Если я надеялся до начала концерта погулять с Машей по парку, а то и сбегать к фургону за «успокоительным» — несколько полуштофов брусничной и голубичной настойки ждали в холодильнике своего часа, чтобы или отметить успех, или скрасить неудачу, то зря. Во-первых, входы-выходы перекрыли до начала танцев, это потом по билету можно будет сходить за ограду и вернуться. А кроме того уже за полчаса до начала нас всех выгнали на сцену и начали в буквальном смысле слова строить на ней. Занавес оставался закрытым, но сквозь него было слышно, как в зале собирается народ, гул голосов всё усиливался, добавляя нервозности. В итоге к приходу губернатора несколько человек даже теряли сознание, не то от духоты, не то от переживаний. К счастью, у нас потерь не было, как и у военного училища, а пострадавшим была оперативно оказана помощь, причём не просто ваткой с нашатырём, а ещё и маг Жизни работал.

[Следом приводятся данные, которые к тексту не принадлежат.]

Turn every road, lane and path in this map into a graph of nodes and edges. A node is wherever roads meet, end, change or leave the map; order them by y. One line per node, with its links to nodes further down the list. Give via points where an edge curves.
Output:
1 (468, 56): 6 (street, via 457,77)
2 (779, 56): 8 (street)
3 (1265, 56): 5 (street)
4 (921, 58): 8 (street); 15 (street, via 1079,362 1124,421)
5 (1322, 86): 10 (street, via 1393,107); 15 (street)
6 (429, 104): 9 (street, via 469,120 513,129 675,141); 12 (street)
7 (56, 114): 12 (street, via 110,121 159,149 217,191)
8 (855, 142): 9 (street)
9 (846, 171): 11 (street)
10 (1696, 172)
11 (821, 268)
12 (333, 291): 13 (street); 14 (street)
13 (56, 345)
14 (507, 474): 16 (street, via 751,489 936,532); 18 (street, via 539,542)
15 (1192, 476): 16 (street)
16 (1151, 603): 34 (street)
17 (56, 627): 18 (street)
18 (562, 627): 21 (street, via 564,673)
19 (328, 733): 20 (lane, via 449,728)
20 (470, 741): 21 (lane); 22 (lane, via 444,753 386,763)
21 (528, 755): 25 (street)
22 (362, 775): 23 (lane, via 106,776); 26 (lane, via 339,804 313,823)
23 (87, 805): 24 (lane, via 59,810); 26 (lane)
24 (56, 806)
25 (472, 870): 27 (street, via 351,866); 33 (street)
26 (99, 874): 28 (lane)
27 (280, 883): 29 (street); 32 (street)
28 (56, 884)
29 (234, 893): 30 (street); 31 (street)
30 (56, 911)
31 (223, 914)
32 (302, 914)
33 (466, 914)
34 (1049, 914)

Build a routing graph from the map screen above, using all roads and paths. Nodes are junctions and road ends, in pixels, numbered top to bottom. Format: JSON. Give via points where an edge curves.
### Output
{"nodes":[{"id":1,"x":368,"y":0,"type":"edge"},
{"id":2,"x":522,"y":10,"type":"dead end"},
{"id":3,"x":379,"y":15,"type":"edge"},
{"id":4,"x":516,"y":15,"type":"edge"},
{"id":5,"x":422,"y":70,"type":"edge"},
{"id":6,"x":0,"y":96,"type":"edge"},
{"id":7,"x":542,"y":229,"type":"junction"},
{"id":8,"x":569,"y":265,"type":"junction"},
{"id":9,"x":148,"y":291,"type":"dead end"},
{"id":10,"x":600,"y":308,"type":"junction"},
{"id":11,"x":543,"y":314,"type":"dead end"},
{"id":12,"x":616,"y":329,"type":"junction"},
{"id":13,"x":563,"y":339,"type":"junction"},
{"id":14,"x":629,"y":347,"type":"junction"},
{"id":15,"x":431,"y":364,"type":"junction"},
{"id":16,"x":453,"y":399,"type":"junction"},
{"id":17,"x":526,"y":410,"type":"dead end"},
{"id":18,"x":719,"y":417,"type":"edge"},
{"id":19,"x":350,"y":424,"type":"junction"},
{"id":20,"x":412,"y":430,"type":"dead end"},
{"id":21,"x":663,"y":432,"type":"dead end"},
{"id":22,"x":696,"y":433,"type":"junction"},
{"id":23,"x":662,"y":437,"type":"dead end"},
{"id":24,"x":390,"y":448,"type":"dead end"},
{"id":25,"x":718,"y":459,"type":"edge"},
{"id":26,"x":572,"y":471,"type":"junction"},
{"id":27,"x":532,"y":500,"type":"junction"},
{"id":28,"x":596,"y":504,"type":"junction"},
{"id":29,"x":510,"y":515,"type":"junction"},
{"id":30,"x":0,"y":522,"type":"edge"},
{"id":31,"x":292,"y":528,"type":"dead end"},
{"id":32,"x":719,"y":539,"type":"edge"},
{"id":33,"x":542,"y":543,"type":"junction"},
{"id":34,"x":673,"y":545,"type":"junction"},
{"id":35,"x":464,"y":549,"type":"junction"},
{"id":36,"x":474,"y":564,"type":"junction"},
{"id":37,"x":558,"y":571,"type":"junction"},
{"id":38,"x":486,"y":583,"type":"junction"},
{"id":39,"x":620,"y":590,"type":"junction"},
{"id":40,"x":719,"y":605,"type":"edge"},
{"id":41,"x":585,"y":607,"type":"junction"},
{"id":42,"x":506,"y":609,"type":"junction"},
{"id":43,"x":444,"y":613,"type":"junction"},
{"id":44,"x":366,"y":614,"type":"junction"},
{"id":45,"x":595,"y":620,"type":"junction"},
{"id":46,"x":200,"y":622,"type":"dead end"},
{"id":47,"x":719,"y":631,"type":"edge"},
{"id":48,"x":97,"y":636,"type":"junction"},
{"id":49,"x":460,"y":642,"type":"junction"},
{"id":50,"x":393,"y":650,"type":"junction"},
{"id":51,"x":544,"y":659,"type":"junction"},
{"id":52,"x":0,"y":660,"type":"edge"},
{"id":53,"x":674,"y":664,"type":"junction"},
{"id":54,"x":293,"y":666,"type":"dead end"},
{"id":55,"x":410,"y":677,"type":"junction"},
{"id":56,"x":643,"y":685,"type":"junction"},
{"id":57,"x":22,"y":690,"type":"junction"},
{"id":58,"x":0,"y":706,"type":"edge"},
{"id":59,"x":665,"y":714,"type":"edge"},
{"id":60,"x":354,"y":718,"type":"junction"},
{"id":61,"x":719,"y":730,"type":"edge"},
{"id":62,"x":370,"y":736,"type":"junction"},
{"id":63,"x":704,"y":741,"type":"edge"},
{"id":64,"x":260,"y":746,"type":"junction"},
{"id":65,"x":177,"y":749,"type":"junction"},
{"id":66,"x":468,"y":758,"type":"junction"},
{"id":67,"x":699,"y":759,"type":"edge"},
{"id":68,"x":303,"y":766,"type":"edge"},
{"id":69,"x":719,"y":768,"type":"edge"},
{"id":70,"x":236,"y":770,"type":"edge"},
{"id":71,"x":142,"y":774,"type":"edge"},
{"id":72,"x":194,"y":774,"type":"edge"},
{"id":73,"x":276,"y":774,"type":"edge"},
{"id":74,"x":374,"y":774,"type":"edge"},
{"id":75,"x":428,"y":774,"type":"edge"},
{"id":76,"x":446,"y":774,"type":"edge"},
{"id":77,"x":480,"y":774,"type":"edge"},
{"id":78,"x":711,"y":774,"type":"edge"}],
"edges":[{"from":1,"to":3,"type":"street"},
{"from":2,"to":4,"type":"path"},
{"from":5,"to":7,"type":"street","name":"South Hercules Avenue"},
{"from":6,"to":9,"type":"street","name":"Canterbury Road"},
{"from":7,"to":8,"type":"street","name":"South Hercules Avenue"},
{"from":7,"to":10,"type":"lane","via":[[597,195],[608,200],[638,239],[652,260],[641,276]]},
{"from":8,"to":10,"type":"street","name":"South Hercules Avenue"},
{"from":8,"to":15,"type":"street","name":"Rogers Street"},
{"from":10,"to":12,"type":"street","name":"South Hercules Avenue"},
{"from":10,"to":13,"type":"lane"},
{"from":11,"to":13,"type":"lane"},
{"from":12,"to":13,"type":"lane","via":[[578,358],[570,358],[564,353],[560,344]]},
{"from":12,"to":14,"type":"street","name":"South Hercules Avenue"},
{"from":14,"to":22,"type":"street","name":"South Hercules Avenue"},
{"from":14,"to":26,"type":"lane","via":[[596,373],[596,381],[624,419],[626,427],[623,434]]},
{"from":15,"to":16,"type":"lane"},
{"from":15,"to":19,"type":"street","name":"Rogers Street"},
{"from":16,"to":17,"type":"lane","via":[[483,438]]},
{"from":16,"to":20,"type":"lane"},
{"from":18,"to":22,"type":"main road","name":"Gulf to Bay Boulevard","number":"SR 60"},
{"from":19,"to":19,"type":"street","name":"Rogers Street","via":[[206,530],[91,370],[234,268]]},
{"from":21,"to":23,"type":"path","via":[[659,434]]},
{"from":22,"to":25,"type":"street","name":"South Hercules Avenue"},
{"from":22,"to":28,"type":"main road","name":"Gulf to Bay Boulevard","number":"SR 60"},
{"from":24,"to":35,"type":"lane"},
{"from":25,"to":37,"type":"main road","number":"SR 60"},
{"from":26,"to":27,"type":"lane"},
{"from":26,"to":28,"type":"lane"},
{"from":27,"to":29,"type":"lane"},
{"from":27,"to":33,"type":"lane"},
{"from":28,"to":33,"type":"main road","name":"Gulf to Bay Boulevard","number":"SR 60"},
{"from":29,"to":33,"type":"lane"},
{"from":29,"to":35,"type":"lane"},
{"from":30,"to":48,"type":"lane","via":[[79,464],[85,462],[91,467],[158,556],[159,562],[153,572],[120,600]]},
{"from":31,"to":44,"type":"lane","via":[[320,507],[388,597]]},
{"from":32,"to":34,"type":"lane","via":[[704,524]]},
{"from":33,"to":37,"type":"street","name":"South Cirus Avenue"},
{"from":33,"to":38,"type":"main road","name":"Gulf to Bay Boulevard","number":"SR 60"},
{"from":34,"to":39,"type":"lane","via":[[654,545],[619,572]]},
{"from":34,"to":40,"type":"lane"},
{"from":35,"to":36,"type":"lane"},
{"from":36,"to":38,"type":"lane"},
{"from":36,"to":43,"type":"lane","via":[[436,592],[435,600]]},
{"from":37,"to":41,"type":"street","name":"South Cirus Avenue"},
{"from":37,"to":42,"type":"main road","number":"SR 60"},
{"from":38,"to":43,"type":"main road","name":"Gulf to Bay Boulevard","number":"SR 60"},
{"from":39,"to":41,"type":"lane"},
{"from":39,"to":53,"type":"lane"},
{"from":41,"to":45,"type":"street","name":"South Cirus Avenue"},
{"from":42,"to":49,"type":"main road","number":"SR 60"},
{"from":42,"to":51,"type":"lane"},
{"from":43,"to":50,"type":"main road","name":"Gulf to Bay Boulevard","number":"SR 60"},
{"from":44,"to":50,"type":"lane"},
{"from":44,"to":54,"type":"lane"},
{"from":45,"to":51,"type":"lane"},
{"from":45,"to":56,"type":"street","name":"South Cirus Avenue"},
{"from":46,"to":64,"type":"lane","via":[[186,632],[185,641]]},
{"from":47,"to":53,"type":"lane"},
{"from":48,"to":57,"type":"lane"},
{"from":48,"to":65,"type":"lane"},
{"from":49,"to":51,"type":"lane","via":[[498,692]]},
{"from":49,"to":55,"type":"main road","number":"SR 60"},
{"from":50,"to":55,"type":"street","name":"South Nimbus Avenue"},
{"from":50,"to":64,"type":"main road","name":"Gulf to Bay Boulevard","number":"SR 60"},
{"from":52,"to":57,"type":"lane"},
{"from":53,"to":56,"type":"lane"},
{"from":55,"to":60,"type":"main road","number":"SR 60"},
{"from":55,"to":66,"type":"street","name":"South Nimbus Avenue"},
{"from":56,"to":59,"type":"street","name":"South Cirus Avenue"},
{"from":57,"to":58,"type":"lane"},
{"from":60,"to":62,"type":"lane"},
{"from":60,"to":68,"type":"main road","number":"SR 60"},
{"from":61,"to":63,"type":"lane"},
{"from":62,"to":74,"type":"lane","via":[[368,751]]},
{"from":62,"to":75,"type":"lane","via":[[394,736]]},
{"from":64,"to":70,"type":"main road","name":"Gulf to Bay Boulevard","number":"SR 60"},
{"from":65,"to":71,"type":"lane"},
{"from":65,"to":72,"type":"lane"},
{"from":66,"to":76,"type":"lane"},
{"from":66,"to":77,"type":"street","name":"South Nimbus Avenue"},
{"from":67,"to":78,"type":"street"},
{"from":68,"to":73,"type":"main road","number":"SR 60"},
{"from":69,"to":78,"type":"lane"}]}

И вот по сцене последний раз пробежал какой-то «до поносу важный» (дед, да) служитель, проверяя, кто как стоит, занавес двинулся в стороны открывая нам зал и авансцену с губернатором и его свитой, включающей и ректоров всех учебных заведений, участвующих в программе. Зазвучали фанфары — бал начался.
[1] В белорусском до сих пор «воскресенье» — «нядзеля», день, в который ничего не надо делать. А «неделя» — «тыдзень», потому и путаницы нет. Кстати, «понедельник» — это то, что после недели, следы от старого наименования седьмого дня остались в названии первого.